Saved data entries:
"""

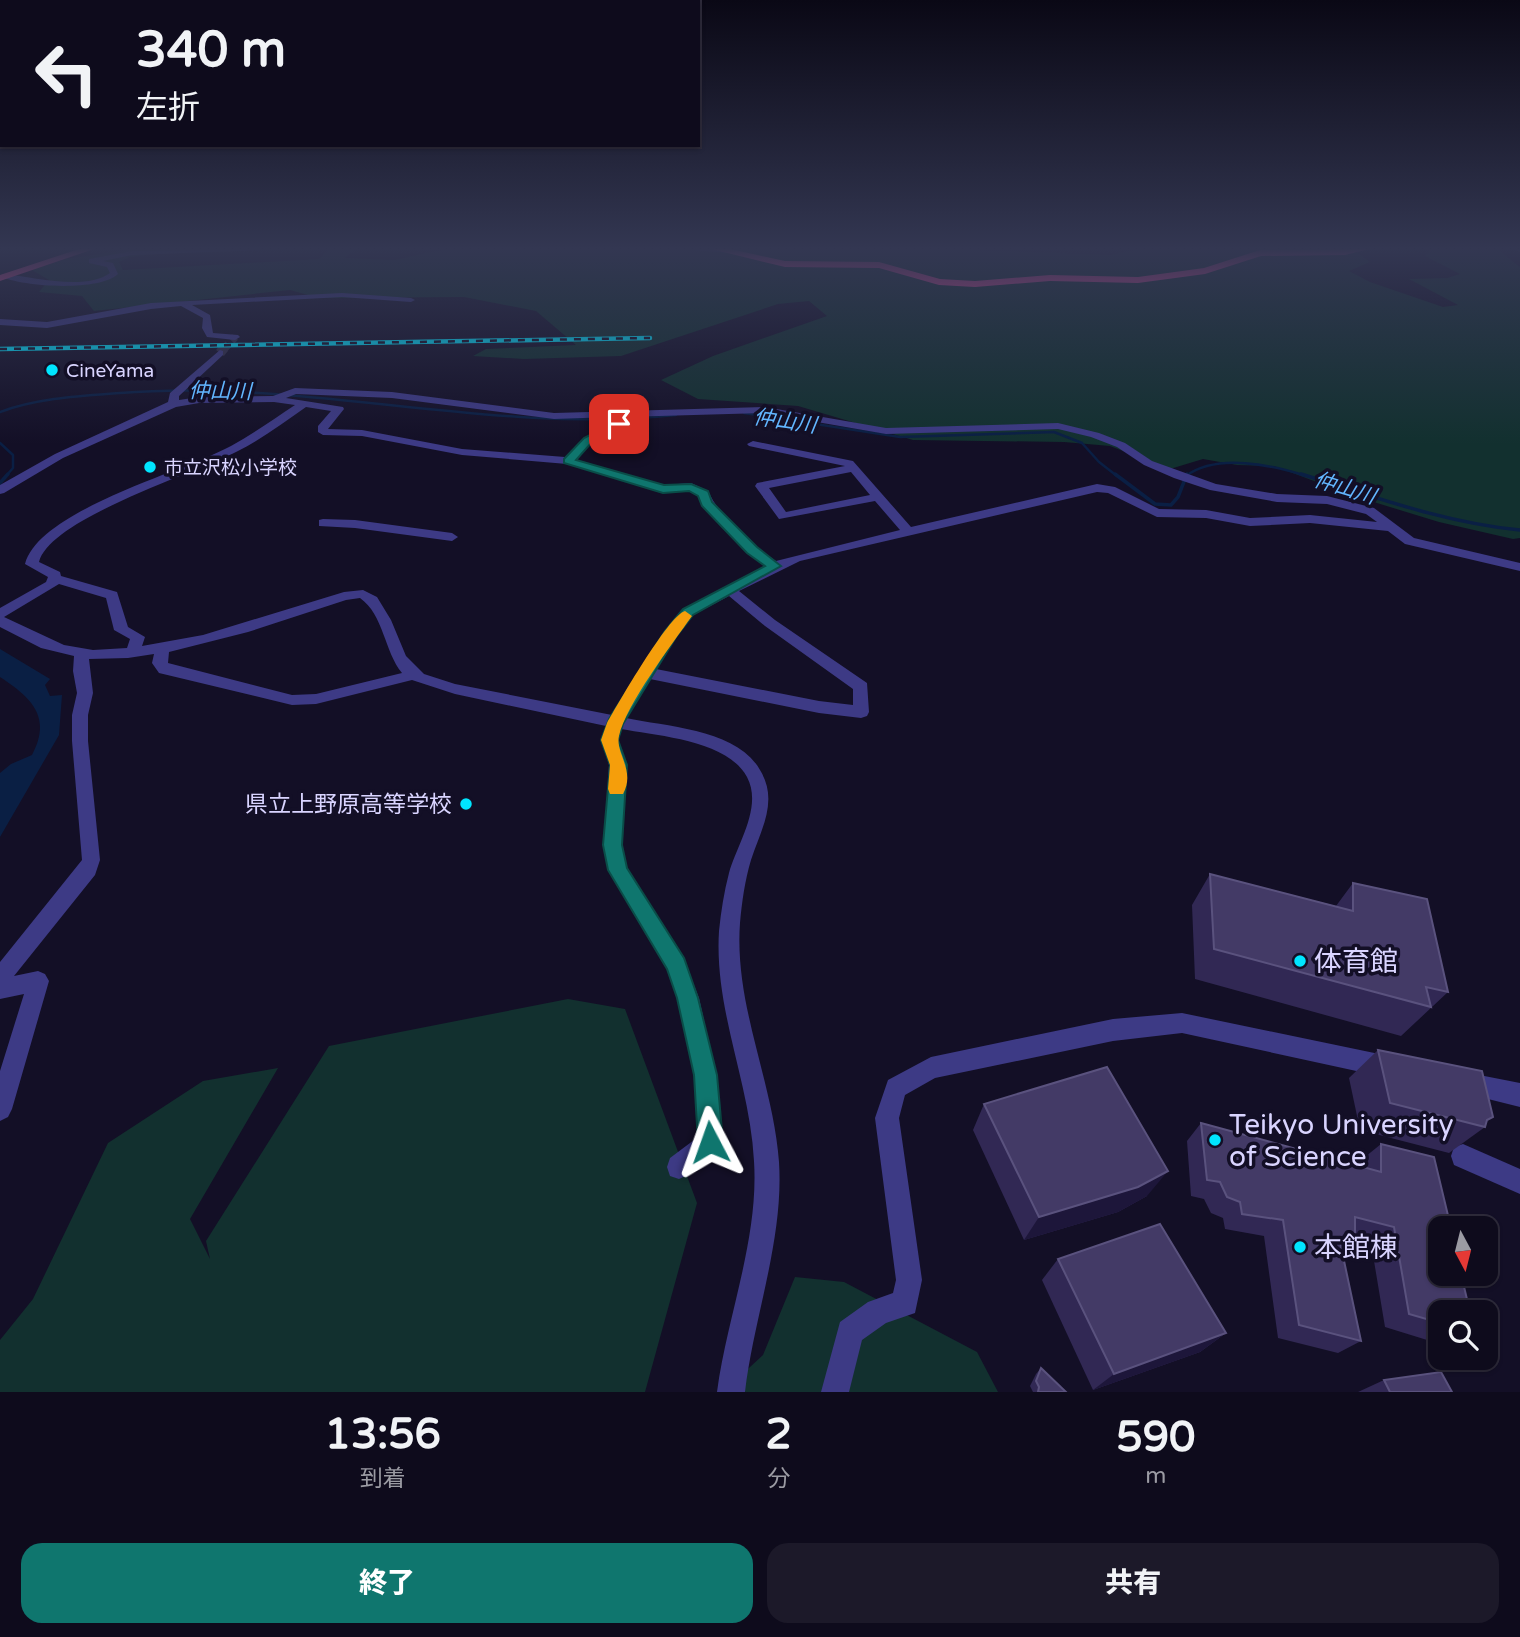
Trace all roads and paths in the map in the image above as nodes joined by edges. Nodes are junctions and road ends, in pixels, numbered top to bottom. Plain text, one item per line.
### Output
1 (111, 314) edge
2 (205, 314) edge
3 (0, 322) edge
4 (236, 337) dead end
5 (220, 353) tunnel mouth
6 (176, 396) junction
7 (274, 399) junction
8 (304, 404) junction
9 (619, 419) junction
10 (753, 444) dead end
11 (568, 461) junction
12 (853, 468) junction
13 (0, 490) edge
14 (878, 497) junction
15 (1210, 500) junction
16 (323, 523) dead end
17 (1390, 527) junction
18 (909, 533) junction
19 (452, 537) dead end
20 (775, 566) junction
21 (1520, 568) edge
22 (54, 578) junction
23 (730, 590) junction
24 (0, 614) edge
25 (0, 621) edge
26 (162, 647) junction
27 (133, 652) junction
28 (82, 654) junction
29 (648, 673) junction
30 (413, 675) junction
31 (615, 723) junction
32 (0, 978) edge
33 (0, 989) edge
34 (1411, 1072) edge
35 (1438, 1078) edge
36 (1520, 1095) edge
37 (0, 1109) edge
38 (1463, 1156) dead end
39 (678, 1167) dead end
40 (1520, 1182) edge
41 (732, 1392) edge
42 (835, 1392) edge

1 - 3 street
2 - 4 street
5 - 6 street
6 - 7 street
6 - 13 street
7 - 8 street
7 - 9 street
8 - 11 street
8 - 22 street
9 - 11 street
9 - 15 street
10 - 12 street
11 - 20 street
12 - 14 street
12 - 14 street
14 - 18 street
15 - 17 street
15 - 17 street
15 - 18 street
16 - 19 street
17 - 21 street
18 - 20 street
20 - 23 street
22 - 24 street
22 - 27 street
23 - 29 street
23 - 29 street
25 - 28 street
26 - 27 street
26 - 30 street
26 - 30 street
27 - 28 street
28 - 32 street
29 - 31 street
30 - 31 street
31 - 39 street
31 - 41 street
33 - 37 street
34 - 42 street
35 - 36 street
38 - 40 street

"""

Try it: All of the entries, apart from the pictures, must be returned exactly.

Response area:
Trace all roads and paths in the map in the image above as nodes joined by edges. Nodes are junctions and road ends, in pixels, numbered top to bottom. Plain text, one item per line.
### Output
1 (111, 314) edge
2 (205, 314) edge
3 (0, 322) edge
4 (236, 337) dead end
5 (220, 353) tunnel mouth
6 (176, 396) junction
7 (274, 399) junction
8 (304, 404) junction
9 (619, 419) junction
10 (753, 444) dead end
11 (568, 461) junction
12 (853, 468) junction
13 (0, 490) edge
14 (878, 497) junction
15 (1210, 500) junction
16 (323, 523) dead end
17 (1390, 527) junction
18 (909, 533) junction
19 (452, 537) dead end
20 (775, 566) junction
21 (1520, 568) edge
22 (54, 578) junction
23 (730, 590) junction
24 (0, 614) edge
25 (0, 621) edge
26 (162, 647) junction
27 (133, 652) junction
28 (82, 654) junction
29 (648, 673) junction
30 (413, 675) junction
31 (615, 723) junction
32 (0, 978) edge
33 (0, 989) edge
34 (1411, 1072) edge
35 (1438, 1078) edge
36 (1520, 1095) edge
37 (0, 1109) edge
38 (1463, 1156) dead end
39 (678, 1167) dead end
40 (1520, 1182) edge
41 (732, 1392) edge
42 (835, 1392) edge

1 - 3 street
2 - 4 street
5 - 6 street
6 - 7 street
6 - 13 street
7 - 8 street
7 - 9 street
8 - 11 street
8 - 22 street
9 - 11 street
9 - 15 street
10 - 12 street
11 - 20 street
12 - 14 street
12 - 14 street
14 - 18 street
15 - 17 street
15 - 17 street
15 - 18 street
16 - 19 street
17 - 21 street
18 - 20 street
20 - 23 street
22 - 24 street
22 - 27 street
23 - 29 street
23 - 29 street
25 - 28 street
26 - 27 street
26 - 30 street
26 - 30 street
27 - 28 street
28 - 32 street
29 - 31 street
30 - 31 street
31 - 39 street
31 - 41 street
33 - 37 street
34 - 42 street
35 - 36 street
38 - 40 street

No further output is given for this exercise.